**How to complete this task**: Transcribe the entries below exactly.

**The data**:
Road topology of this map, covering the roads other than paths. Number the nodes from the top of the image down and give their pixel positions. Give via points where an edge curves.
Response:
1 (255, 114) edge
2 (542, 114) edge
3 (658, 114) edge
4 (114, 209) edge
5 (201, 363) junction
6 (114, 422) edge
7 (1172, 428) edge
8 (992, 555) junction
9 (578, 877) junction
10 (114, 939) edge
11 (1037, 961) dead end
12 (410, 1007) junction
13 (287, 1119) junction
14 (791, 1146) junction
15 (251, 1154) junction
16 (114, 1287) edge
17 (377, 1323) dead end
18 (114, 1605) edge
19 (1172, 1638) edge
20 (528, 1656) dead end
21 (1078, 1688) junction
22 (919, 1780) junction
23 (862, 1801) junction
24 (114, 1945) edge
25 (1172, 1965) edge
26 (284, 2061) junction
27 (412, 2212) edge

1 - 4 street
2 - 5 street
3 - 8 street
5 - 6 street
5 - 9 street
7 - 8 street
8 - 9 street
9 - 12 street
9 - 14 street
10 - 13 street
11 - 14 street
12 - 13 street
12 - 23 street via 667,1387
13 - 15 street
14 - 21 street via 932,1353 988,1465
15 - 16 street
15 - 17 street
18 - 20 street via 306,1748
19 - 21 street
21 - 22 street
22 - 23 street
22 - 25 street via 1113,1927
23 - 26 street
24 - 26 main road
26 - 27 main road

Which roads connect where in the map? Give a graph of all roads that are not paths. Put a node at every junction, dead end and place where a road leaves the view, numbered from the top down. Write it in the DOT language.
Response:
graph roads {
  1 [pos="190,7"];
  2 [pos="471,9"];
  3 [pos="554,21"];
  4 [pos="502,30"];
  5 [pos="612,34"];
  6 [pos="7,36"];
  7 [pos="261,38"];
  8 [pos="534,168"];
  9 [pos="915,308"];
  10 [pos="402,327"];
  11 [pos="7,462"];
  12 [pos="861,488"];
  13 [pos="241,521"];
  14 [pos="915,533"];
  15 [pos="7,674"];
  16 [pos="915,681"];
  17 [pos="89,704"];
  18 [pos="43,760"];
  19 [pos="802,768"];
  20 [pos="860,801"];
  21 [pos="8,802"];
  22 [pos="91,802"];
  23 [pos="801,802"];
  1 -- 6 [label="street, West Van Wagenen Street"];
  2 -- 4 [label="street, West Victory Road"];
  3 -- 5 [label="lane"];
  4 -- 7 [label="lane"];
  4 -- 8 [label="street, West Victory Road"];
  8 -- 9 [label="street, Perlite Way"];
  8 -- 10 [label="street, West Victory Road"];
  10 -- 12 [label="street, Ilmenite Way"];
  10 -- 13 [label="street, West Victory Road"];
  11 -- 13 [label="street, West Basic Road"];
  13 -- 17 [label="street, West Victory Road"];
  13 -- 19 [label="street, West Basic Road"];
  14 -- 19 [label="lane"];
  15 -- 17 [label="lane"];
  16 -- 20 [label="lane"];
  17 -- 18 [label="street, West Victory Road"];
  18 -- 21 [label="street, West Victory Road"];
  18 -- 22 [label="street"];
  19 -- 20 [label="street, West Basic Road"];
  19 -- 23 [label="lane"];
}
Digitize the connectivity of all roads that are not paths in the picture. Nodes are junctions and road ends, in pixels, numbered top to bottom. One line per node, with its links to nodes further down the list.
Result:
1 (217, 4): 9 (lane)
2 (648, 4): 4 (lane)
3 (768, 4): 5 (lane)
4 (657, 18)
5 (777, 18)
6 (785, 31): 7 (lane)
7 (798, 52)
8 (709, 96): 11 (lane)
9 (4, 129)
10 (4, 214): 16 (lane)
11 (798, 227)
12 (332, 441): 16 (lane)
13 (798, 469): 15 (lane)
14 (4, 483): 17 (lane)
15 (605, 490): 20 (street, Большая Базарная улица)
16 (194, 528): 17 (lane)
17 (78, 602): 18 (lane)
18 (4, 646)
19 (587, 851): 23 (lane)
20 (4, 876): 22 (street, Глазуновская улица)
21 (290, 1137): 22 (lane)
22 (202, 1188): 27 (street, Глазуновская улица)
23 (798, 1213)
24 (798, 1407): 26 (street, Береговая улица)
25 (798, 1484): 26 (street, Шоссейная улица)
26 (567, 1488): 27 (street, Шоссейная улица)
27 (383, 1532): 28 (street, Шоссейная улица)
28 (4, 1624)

**Answer area**:
Road topology of this map, covering the roads other than paths. Number the nodes from the top of the image down and give their pixel positions. Give via points where an edge curves.
Response:
1 (255, 114) edge
2 (542, 114) edge
3 (658, 114) edge
4 (114, 209) edge
5 (201, 363) junction
6 (114, 422) edge
7 (1172, 428) edge
8 (992, 555) junction
9 (578, 877) junction
10 (114, 939) edge
11 (1037, 961) dead end
12 (410, 1007) junction
13 (287, 1119) junction
14 (791, 1146) junction
15 (251, 1154) junction
16 (114, 1287) edge
17 (377, 1323) dead end
18 (114, 1605) edge
19 (1172, 1638) edge
20 (528, 1656) dead end
21 (1078, 1688) junction
22 (919, 1780) junction
23 (862, 1801) junction
24 (114, 1945) edge
25 (1172, 1965) edge
26 (284, 2061) junction
27 (412, 2212) edge

1 - 4 street
2 - 5 street
3 - 8 street
5 - 6 street
5 - 9 street
7 - 8 street
8 - 9 street
9 - 12 street
9 - 14 street
10 - 13 street
11 - 14 street
12 - 13 street
12 - 23 street via 667,1387
13 - 15 street
14 - 21 street via 932,1353 988,1465
15 - 16 street
15 - 17 street
18 - 20 street via 306,1748
19 - 21 street
21 - 22 street
22 - 23 street
22 - 25 street via 1113,1927
23 - 26 street
24 - 26 main road
26 - 27 main road

Which roads connect where in the map? Give a graph of all roads that are not paths. Put a node at every junction, dead end and place where a road leaves the view, numbered from the top down. Write it in the DOT language.
Response:
graph roads {
  1 [pos="190,7"];
  2 [pos="471,9"];
  3 [pos="554,21"];
  4 [pos="502,30"];
  5 [pos="612,34"];
  6 [pos="7,36"];
  7 [pos="261,38"];
  8 [pos="534,168"];
  9 [pos="915,308"];
  10 [pos="402,327"];
  11 [pos="7,462"];
  12 [pos="861,488"];
  13 [pos="241,521"];
  14 [pos="915,533"];
  15 [pos="7,674"];
  16 [pos="915,681"];
  17 [pos="89,704"];
  18 [pos="43,760"];
  19 [pos="802,768"];
  20 [pos="860,801"];
  21 [pos="8,802"];
  22 [pos="91,802"];
  23 [pos="801,802"];
  1 -- 6 [label="street, West Van Wagenen Street"];
  2 -- 4 [label="street, West Victory Road"];
  3 -- 5 [label="lane"];
  4 -- 7 [label="lane"];
  4 -- 8 [label="street, West Victory Road"];
  8 -- 9 [label="street, Perlite Way"];
  8 -- 10 [label="street, West Victory Road"];
  10 -- 12 [label="street, Ilmenite Way"];
  10 -- 13 [label="street, West Victory Road"];
  11 -- 13 [label="street, West Basic Road"];
  13 -- 17 [label="street, West Victory Road"];
  13 -- 19 [label="street, West Basic Road"];
  14 -- 19 [label="lane"];
  15 -- 17 [label="lane"];
  16 -- 20 [label="lane"];
  17 -- 18 [label="street, West Victory Road"];
  18 -- 21 [label="street, West Victory Road"];
  18 -- 22 [label="street"];
  19 -- 20 [label="street, West Basic Road"];
  19 -- 23 [label="lane"];
}
Digitize the connectivity of all roads that are not paths in the picture. Nodes are junctions and road ends, in pixels, numbered top to bottom. One line per node, with its links to nodes further down the list.
Result:
1 (217, 4): 9 (lane)
2 (648, 4): 4 (lane)
3 (768, 4): 5 (lane)
4 (657, 18)
5 (777, 18)
6 (785, 31): 7 (lane)
7 (798, 52)
8 (709, 96): 11 (lane)
9 (4, 129)
10 (4, 214): 16 (lane)
11 (798, 227)
12 (332, 441): 16 (lane)
13 (798, 469): 15 (lane)
14 (4, 483): 17 (lane)
15 (605, 490): 20 (street, Большая Базарная улица)
16 (194, 528): 17 (lane)
17 (78, 602): 18 (lane)
18 (4, 646)
19 (587, 851): 23 (lane)
20 (4, 876): 22 (street, Глазуновская улица)
21 (290, 1137): 22 (lane)
22 (202, 1188): 27 (street, Глазуновская улица)
23 (798, 1213)
24 (798, 1407): 26 (street, Береговая улица)
25 (798, 1484): 26 (street, Шоссейная улица)
26 (567, 1488): 27 (street, Шоссейная улица)
27 (383, 1532): 28 (street, Шоссейная улица)
28 (4, 1624)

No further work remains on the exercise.